Some months, my research candidate for my Twelve Most Wanted brings me lots of work—and, if I'm fortunate, plenty of new DNA cousins in the process. For March, however, we won't be chasing the 124 DNA matches I garnered for last month's Townsend project; for this month's project, I'll be lucky to add twenty five new matches.
Those serendipitous chases can certainly up my count on my very "bushy" family tree, full of collateral lines and all their descendants. In just the last two weeks, for instance, working on the Townsend problem added 491 new entries to my family tree. My tree is now hovering near the 40,000 mark: 39,971 individuals, to be exact.

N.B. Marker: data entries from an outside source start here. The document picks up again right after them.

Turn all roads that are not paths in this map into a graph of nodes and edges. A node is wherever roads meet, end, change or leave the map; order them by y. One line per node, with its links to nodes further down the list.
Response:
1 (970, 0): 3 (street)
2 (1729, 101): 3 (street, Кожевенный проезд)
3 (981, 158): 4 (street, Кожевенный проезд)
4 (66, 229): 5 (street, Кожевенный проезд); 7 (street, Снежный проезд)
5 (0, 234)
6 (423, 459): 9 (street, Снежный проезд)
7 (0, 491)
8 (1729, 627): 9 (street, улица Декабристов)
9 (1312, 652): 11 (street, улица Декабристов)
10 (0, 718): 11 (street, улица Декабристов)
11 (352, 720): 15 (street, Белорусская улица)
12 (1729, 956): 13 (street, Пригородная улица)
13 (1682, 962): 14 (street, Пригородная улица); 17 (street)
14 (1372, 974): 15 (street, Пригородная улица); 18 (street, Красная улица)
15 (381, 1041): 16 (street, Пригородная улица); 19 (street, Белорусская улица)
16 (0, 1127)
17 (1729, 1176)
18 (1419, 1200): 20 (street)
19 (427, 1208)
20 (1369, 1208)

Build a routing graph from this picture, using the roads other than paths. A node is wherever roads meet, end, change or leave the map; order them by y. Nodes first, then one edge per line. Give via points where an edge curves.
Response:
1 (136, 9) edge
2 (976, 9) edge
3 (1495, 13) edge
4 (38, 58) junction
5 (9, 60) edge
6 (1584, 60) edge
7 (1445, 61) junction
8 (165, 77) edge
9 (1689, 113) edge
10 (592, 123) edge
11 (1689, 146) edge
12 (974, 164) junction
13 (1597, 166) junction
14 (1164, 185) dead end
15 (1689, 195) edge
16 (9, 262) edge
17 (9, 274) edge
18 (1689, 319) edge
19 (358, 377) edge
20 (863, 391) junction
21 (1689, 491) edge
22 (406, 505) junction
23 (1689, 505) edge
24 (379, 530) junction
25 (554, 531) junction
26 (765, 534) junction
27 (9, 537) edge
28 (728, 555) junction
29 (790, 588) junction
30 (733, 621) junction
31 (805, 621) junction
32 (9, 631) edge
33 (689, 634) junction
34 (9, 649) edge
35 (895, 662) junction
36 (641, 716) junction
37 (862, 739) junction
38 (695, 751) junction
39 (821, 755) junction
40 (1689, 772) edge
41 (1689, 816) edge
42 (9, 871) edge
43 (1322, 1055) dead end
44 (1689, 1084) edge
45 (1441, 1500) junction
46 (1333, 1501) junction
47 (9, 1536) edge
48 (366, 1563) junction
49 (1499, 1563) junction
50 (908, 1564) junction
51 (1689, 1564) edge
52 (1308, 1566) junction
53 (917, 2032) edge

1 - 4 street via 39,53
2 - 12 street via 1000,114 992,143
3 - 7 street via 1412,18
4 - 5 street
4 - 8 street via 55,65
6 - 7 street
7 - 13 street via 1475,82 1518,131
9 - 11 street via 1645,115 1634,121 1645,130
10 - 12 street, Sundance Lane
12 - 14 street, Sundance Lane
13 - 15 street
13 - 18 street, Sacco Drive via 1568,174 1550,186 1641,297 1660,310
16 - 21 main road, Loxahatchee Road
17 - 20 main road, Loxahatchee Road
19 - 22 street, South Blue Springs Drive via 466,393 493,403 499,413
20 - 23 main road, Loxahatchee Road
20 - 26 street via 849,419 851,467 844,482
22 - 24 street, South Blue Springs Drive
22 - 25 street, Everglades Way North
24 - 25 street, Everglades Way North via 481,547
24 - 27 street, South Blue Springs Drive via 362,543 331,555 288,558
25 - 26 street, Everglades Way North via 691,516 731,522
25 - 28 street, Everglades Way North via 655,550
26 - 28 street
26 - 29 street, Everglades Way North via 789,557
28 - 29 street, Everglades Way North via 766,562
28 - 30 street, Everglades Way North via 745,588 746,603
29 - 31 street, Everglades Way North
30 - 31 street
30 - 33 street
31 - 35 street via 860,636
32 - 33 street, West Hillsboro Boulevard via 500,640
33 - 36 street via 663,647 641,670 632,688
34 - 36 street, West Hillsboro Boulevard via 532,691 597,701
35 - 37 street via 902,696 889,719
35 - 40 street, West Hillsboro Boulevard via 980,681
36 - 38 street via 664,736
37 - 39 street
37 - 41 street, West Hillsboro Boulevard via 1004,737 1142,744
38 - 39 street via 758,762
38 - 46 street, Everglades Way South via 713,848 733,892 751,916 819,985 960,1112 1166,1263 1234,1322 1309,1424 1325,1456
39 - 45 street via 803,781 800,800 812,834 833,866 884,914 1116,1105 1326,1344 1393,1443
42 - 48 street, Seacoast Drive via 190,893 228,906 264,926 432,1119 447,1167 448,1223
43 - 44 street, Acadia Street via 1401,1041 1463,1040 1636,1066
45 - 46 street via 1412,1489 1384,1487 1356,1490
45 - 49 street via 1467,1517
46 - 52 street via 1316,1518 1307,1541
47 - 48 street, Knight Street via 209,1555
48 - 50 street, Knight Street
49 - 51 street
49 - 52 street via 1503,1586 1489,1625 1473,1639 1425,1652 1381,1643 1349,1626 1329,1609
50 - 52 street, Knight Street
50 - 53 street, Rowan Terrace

This month? Don't count on such progress. The ancestor I'm seeking in March is my second great-grandfather Alexander Boothe. Deciding whether his surname was really spelled Boothe, or the more common Booth—his descendants seemed to alternate between the two—is only a small part of the question. And a few researchers' insistence that his given name was William doesn't seem to have documentation to support it—so add that little detail to the task list for March.
However, what I really need to know about the man is his early history. Sure, he showed up in Tennessee before 1850, a widower with two young sons in tow—but who was the wife he had buried? More to the point: who were his parents? That he came from Virginia can be clearly seen by his consistent reports in each of the decennial enumerations conducted while he lived in Tennessee. But I have yet to find the identity of his parents.
That is my goal for this month: find my second great-grandfather's Boothe forebears. Now that I've found so many other answers through FamilySearch.org Labs' Full Text search tool, I'm hoping that resource will lead me to some verifiable answers in this Boothe question. And there certainly is a need for verification. If I look to one publicly available universal family tree, there are assertions about his parents' names. Problem: if I look to Ancestry.com's ThruLines tool, there is a suggestion that his parents' names represent an entirely different couple. And where is the documentation? At this point, I'm wondering whether it will even be possible to determine which answer is correct—or if another set of parents would be the true identity.
Tomorrow, we'll start with what we already know about this Boothe second great-grandfather. This would also be a good time to evaluate a few assertions that have been made by other researchers about the man. Wrong assumptions can lead us down a very different research path, so we may as well start not only with what we know to be correct, but with what we can see might be incorrect, as well.